Basis Optimization

In practical density functional theory calculations, apart from numerical issues there are three main sources of error, namely (i) the use of approximate exchange-correlation functionals, (ii) the approximation introduced by pseudopotentials and, (iii) the approximation introduced by finite basis set. This Chapter deals with issue (iii) by basis function optimization.

Since one cannot use infinite number of atomic orbital as basis set, optimization of LCAO function becomes very important for obtaining accurate results. Some discussions about basis functions are found in section [tip-basis] above and various part of this manual. The neutral atom database came with NanoDCAL was generated by the atomic package nanobase and optimized using NanoDCAL. The rest of this Chapter discusses how to optimize basis functions. For this purpose, one needs to have a nanobase installed in the same computer as NanoDCAL. A combined application of both packages is necessary to achieve basis optimization.

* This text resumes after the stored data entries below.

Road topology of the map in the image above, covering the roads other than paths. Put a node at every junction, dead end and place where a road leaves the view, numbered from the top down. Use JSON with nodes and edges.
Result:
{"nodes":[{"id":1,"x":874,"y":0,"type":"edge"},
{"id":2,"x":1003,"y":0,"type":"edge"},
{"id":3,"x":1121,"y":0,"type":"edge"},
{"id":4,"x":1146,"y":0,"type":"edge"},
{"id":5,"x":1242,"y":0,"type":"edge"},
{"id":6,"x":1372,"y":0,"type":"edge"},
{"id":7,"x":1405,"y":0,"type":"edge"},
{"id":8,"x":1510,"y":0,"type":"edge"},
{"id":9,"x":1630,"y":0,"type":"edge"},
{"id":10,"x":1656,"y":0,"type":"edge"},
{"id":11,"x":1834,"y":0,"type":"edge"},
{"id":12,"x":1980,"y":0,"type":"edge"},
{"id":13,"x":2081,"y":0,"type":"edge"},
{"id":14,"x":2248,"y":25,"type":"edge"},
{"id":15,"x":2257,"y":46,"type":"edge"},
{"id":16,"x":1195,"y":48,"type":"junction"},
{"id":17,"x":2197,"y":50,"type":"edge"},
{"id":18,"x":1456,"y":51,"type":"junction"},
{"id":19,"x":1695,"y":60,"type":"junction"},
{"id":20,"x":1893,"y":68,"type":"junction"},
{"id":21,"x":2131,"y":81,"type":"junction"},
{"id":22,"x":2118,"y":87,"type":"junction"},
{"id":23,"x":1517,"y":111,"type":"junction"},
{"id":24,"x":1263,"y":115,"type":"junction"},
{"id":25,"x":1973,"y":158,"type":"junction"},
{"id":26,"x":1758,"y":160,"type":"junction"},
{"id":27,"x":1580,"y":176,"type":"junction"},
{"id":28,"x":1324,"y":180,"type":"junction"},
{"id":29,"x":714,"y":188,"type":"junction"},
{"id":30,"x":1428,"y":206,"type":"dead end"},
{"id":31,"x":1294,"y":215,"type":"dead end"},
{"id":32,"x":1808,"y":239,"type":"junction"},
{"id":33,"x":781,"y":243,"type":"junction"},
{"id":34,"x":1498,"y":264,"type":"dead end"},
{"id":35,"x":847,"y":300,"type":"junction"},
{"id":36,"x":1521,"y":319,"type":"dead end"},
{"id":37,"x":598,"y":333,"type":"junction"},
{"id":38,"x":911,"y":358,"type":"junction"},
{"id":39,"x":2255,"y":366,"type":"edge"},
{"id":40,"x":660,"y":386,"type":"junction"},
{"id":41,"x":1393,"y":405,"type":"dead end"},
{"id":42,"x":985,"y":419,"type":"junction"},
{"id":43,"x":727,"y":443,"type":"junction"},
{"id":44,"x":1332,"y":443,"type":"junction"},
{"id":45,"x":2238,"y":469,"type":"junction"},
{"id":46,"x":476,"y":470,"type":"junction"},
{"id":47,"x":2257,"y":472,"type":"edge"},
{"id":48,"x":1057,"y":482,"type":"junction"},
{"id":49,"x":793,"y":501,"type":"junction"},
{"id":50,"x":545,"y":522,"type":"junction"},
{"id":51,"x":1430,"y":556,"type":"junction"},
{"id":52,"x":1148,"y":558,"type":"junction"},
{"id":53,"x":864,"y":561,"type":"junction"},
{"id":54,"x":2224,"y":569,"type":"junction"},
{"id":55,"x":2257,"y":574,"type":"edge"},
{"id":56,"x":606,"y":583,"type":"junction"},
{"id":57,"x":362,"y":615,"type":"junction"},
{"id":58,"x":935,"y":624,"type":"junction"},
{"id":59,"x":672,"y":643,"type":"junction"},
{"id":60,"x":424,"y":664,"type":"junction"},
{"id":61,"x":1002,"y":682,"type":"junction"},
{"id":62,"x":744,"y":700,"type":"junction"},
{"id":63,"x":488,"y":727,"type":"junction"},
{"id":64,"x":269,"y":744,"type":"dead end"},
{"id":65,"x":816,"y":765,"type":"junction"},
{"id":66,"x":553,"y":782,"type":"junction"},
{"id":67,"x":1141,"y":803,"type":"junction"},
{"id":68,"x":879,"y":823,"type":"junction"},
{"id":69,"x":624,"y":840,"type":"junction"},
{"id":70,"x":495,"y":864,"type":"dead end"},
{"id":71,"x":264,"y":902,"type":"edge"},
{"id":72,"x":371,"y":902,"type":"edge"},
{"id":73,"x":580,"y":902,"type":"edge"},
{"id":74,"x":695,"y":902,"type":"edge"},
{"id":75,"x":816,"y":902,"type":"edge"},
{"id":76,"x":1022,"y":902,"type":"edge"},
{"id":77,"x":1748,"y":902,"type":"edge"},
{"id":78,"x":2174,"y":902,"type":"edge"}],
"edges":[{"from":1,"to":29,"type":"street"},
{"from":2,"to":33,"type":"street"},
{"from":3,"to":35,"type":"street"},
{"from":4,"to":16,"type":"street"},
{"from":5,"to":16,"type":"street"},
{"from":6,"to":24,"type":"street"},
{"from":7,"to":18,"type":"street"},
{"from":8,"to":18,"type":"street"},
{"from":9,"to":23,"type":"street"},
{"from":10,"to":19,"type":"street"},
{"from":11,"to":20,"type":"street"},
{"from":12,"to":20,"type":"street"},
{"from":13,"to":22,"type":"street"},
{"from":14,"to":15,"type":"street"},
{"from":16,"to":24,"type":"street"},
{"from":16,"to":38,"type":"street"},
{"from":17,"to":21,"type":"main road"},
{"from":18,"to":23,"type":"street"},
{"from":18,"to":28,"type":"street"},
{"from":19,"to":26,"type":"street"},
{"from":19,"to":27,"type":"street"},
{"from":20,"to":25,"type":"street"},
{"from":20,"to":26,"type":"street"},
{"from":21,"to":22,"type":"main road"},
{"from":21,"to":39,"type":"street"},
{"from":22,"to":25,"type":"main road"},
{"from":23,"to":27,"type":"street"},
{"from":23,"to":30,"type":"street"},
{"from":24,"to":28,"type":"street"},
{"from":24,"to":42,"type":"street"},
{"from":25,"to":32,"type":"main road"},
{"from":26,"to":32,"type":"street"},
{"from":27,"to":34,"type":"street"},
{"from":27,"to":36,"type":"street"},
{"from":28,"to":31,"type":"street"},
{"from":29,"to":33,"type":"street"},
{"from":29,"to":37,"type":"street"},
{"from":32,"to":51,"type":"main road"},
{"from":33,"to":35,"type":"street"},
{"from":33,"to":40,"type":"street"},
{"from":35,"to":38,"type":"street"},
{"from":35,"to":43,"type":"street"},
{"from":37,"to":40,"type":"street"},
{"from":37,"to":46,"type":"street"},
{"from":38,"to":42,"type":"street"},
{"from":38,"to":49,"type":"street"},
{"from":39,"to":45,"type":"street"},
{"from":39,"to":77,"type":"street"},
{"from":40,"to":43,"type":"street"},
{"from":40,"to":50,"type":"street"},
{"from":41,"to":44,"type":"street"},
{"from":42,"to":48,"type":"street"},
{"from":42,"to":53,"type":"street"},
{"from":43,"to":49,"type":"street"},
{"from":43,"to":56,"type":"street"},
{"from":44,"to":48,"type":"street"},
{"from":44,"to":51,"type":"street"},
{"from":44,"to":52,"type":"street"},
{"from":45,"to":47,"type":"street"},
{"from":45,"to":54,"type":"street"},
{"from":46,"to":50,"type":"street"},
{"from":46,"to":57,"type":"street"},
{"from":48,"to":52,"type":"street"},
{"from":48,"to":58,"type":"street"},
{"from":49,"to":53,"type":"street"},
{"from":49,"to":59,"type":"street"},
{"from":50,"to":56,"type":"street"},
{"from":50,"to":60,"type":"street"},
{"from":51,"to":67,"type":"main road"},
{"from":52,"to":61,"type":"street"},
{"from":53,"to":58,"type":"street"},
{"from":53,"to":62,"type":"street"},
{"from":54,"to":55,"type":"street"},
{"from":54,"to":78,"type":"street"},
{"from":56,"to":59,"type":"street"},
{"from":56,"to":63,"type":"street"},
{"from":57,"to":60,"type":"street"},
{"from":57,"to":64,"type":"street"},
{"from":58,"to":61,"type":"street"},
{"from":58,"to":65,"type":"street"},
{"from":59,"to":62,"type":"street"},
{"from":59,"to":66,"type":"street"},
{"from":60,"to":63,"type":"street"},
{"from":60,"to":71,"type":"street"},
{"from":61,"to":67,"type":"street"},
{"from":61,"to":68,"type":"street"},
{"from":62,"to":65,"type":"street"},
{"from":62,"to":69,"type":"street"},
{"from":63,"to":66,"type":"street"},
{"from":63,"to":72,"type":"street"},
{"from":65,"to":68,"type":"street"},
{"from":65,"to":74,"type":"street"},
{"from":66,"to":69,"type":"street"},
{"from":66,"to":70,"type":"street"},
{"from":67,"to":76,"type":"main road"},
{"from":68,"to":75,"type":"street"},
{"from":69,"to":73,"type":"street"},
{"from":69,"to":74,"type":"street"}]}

An optimization requires a cost function which is to be minimized. NanoDCAL supplies several cost functions but users can supply their own as discussed in section 1.3 below. The cost functions supplied by NanoDCAL are constructed based on some calculated and/or target physical quantities, such as band structure or total energy. During the optimization, parameters in the basis functions (cutoffs of the orbital, etc) are slightly adjusted until the value of the cost function reaches its minimum. In other words, the optimization procedure is to reduce error between the calculated and the target physical quantities. A good basis is optimized against many target physical quantities.

Preparation

To start, please make sure both NanoDCAL and nanobase are installed properly. One should already know how to generate basis function using nanobase and how to calculate a physical property (band structure, band gap, total energy, etc.) of a system using NanoDCAL. Next, three (sets of) input files are needed for optimization:

An input file for basis optimization used by NanoDCAL, call it “bo.input”. This is the main input file for the calculation (see below).
An input file (or files) for basis generation used by nanobase. The input parameters defined in this input file will be used as their initial values to start optimization. The quality of the optimized basis may highly depend on the initial value provided here. Nanobase and NanoDCAL will check the validity of initial values. If one does not know how to choose initial values, please go to the /neutralatomdatabase of NanoDCAL and check the values there. Refer to the User Reference manual of nanobase about how to set up this input file. Importantly, please put the input file for each atomic element in a different folder. This input file (or files) will be specified in bo.input.
An input file (or files) for calculating the physical property (or properties) of a system (or systems) used by NanoDCAL. The calculated physical properties are used to construct the cost function that is being minimized. Remember that all physical properties used as cost function need to be calculated here. Put each input file of each system in a separate folder. Usually, basis optimization using one target system is recommended due to the efficiency issue. However, a user may require excellent transferability of the optimized basis in many very different chemical environments. For example, a user may wish to find oxygen basis functions that works very well for both molecules containing oxygen and crystalline oxides. NanoDCAL provides such a flexibility but the more complicated the target systems, the more difficult the optimization process. This input file (or files) will be specified in bo.input.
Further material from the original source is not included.